EU Move to Ease AI Rules Collides With WHO Warning on Patient Safety
AI in healthcare is moving faster than the rules meant to keep patients safe. On the same day the WHO's European office warned of a growing regulatory gap, the European Commission proposed easing parts of the EU's digital rulebook, including elements tied to AI.
The timing matters for hospitals and clinicians deploying AI tools at the bedside. Without clear guardrails, risk shifts to patients and care teams. With unclear or delayed regulation, high-potential tools end up stuck in procurement, or worse, used without sufficient oversight.
What the WHO Found
The WHO/EURO report, based on responses from 50 of 53 countries in the region, flags two primary barriers to AI adoption: legal uncertainty (86% of countries) and financial affordability (78%). The message is blunt: the systems are coming; the safety net isn't.
Liability is the biggest gap. Only four countries have health-specific AI liability standards, with three more in progress. That leaves hospitals and clinicians exposed when an algorithm errs-and patients bearing the consequences of misdiagnosis or mistreatment.
The report also warns about algorithmic bias when training data doesn't reflect the populations served. Combined with weak privacy protections, the risk concentrates on already vulnerable groups.
Inside the EU's "Digital Omnibus" Proposal
The Commission says the package will simplify digital rules and cut costs, especially for SMEs. A key flashpoint: proposed amendments to the GDPR, including changes to definitions of sensitive data and expanded processing under "legitimate interest." Critics warn this could dilute protections for health data.

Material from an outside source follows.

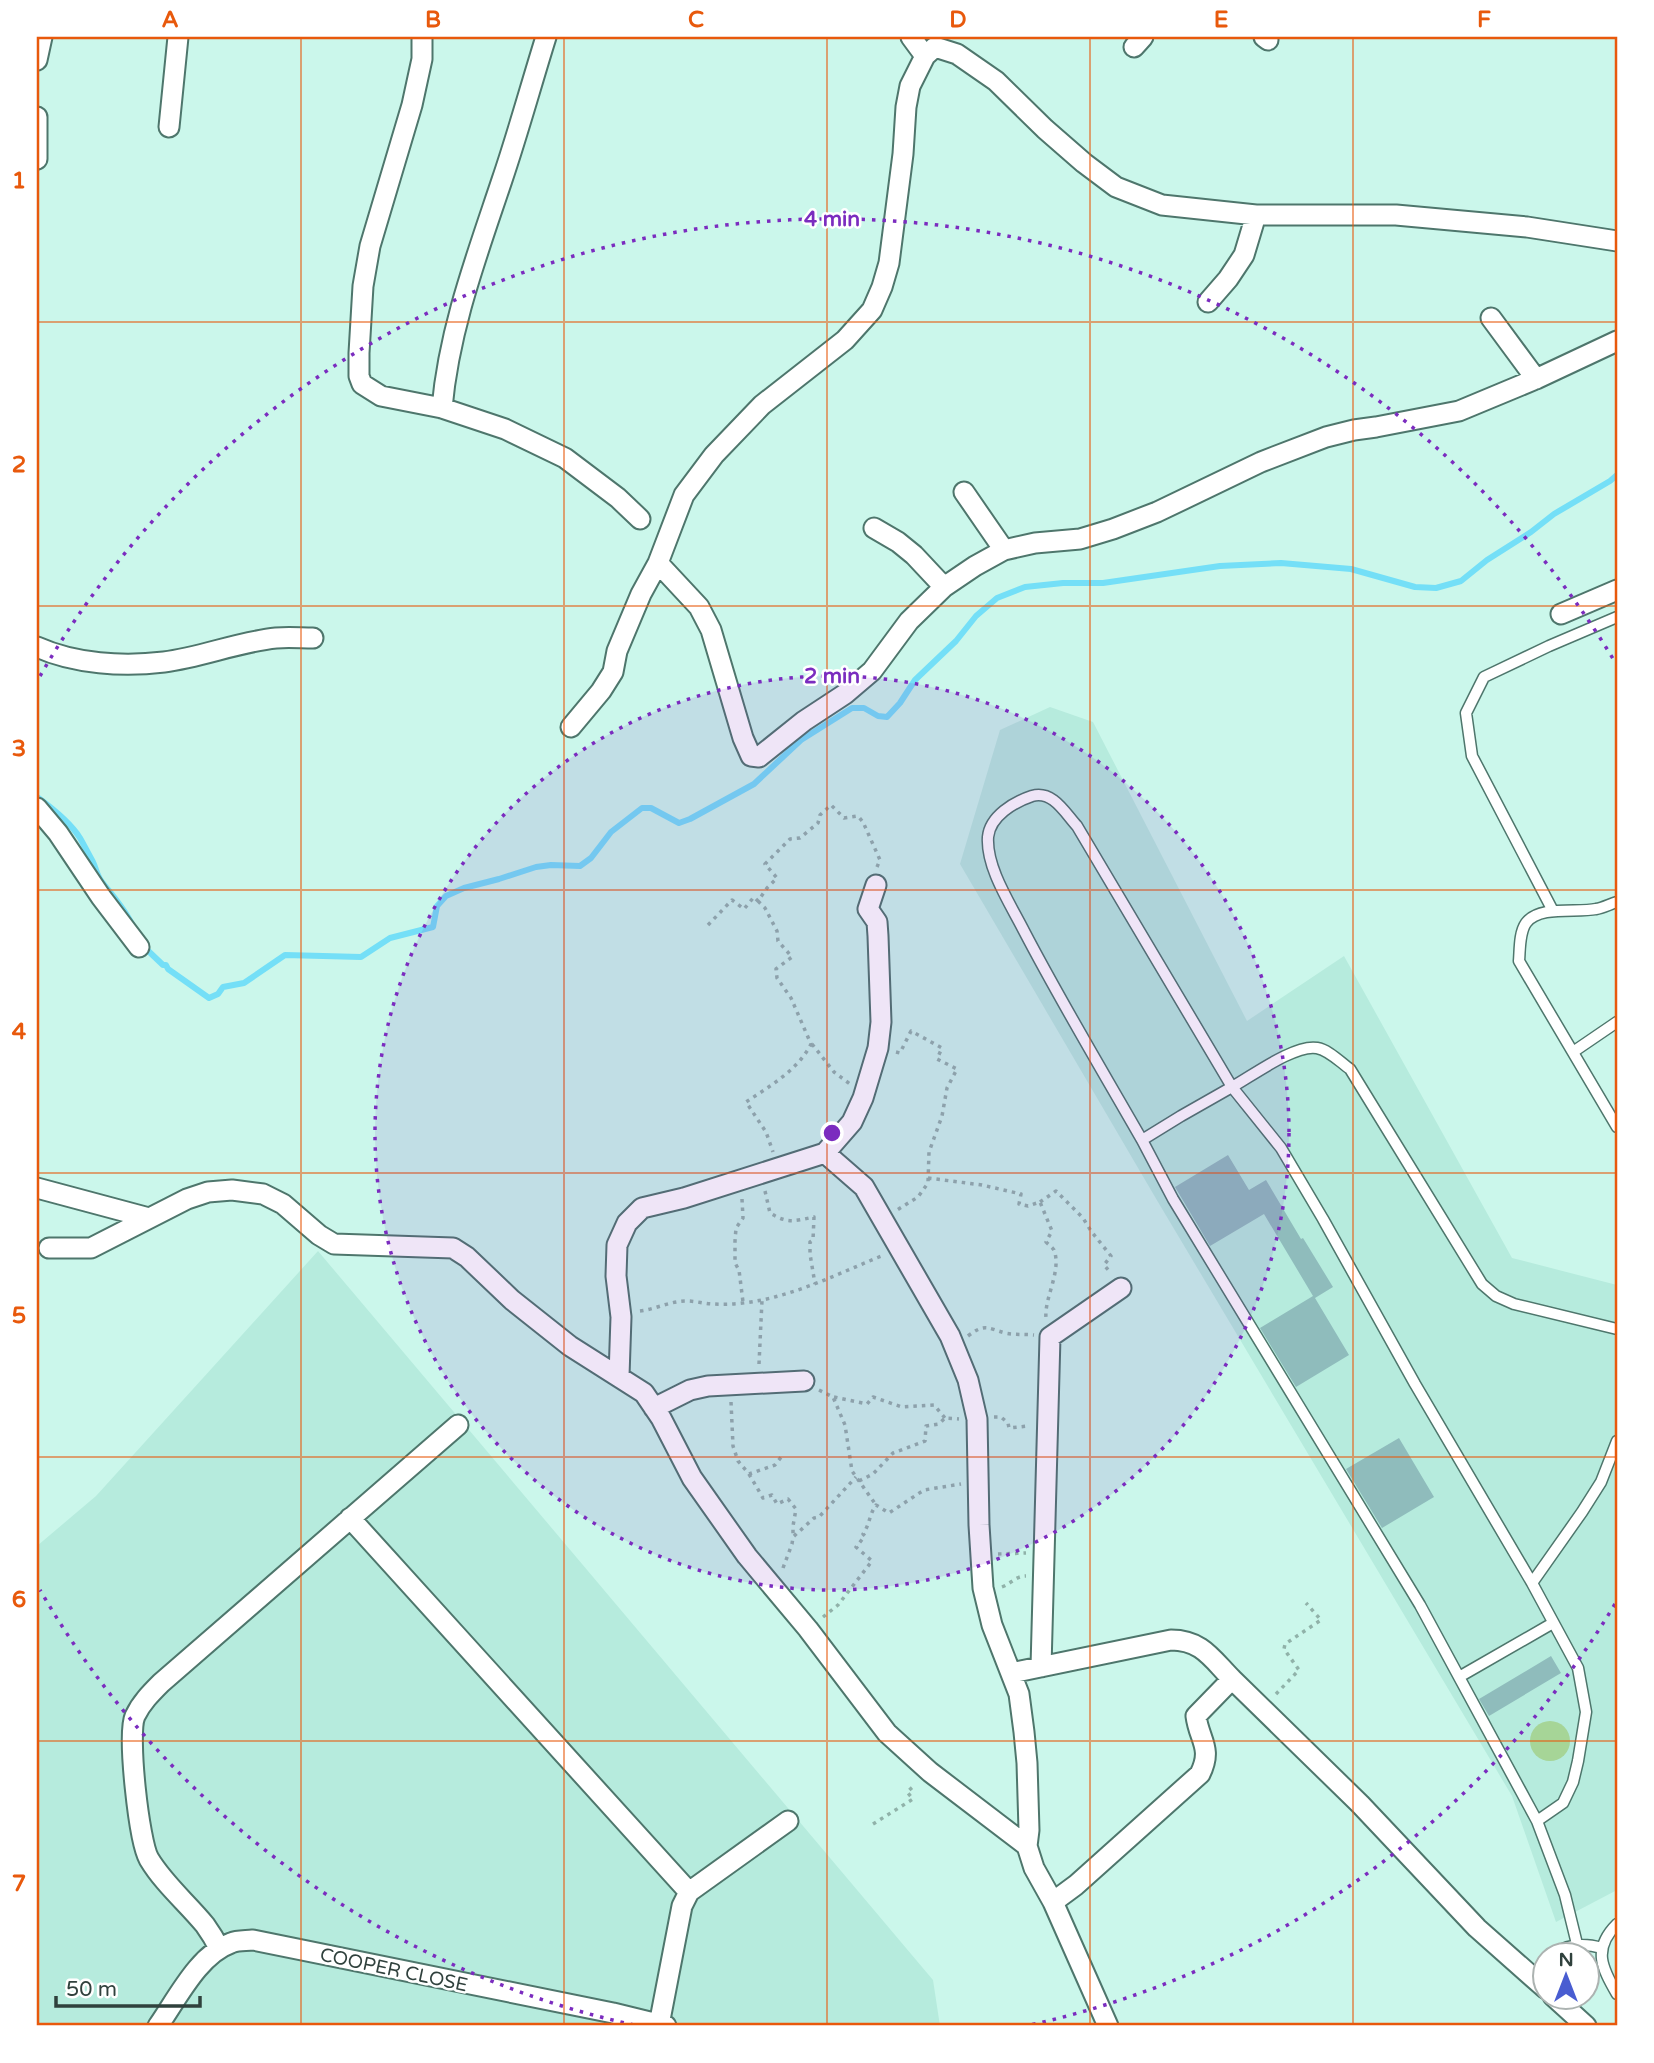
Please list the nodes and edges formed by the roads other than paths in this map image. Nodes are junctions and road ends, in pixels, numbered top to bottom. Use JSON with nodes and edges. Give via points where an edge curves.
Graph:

The Commission argues transparency and the right to object would remain. The proposal still needs approval from the Council and Parliament, so details may shift. For reference, the current GDPR text is here: Regulation (EU) 2016/679.
Medical Device AI Rules: A Delay with Consequences
The Commission is also seeking to delay the rollout of AI Act rules that apply specifically to medical devices-by up to 16 months beyond August 2026. Patient advocates say postponement weakens near-term safeguards for high-risk clinical AI.
Industry groups pushed for even longer, citing overlapping requirements with existing medical device laws and warning of innovation flight. For healthcare providers, a delay extends the period where accountability and evidence standards remain uneven.
Why This Matters for Patient Safety
Without clear liability rules, incident response and redress become murky. If an AI-driven triage tool misclassifies a patient, who is responsible-the vendor, the hospital, the clinician who overrode or accepted the output?
Bias risks compound the problem. Unrepresentative training sets can make certain groups "invisible" to models. Privacy risks are rising too, as expanding data uses make consent, opt-outs, and audit trails essential, not optional.
A Widening Regulatory Gap
Policy-making is fragmented across the region. Wealthier countries-like the UK with its AI Airlock approach-are testing AI medical tools in controlled settings. Many others rely on broad, cross-sector rules (33 countries) that miss health-specific risks.
Public engagement is thin. Only 42% of countries consulted patient associations, and just 22% sought input from the broader public. That's a fast track to build tools that miss clinical realities and community needs.
What Healthcare Leaders Can Do Now
- Stand up an AI clinical governance group that includes clinicians, informatics, legal, ethics, and patient reps.
- Procure with proof: require external validation, performance by subgroup, intended-use clarity, and versioning plans.
- Set data rules: data minimization, de-identification, access logs, human-readable model cards, and audit rights.
- Define liability in contracts: incident reporting within set timeframes, vendor indemnities, and insurance coverage.
- Mandate human oversight: clear escalation paths, override protocols, and explainability appropriate to the use case.
- Run bias and safety testing pre-deployment; monitor post-deployment with drift alerts and outcome reviews.
- Document everything: clinical evaluation plans, risk registers, change logs, and patient-facing explanations.
- Protect patients: simple opt-out pathways, consent refreshers for new data uses, and clear notices at point of care.
- Budget realistically: account for infrastructure, integration, updates, and subscription creep.
- Invest in people: train clinicians and data teams on safe use, limitations, and incident response.
Financing and Equity: Close the Gap
Cost is a top barrier for 78% of countries. Consider AI-aware reimbursement: pay for the safe use of approved AI in defined pathways, as we do for procedures and drugs. Tie payment to outcomes and documented oversight.
Direct investments should prioritize infrastructure, datasets that reflect local populations, and public-interest use cases. Private partnerships need transparency clauses and equitable access commitments.
What to Watch Next
Policy shifts are in motion. The Digital Omnibus will move through the Council and Parliament. The AI Act's medical device timelines may slip, but safety expectations will not. Keep an eye on WHO guidance for health AI ethics and governance: WHO ethics and governance of AI for health.
As WHO's Hans Kluge put it, "The rapid rise of AI in healthcare is happening without the basic legal safety nets needed to protect patients and healthcare workers." Natasha Azzopardi-Muscat added, "We stand at a fork in the road." For healthcare leaders, the choice is practical: build the safety net now, and demand proof before deployment.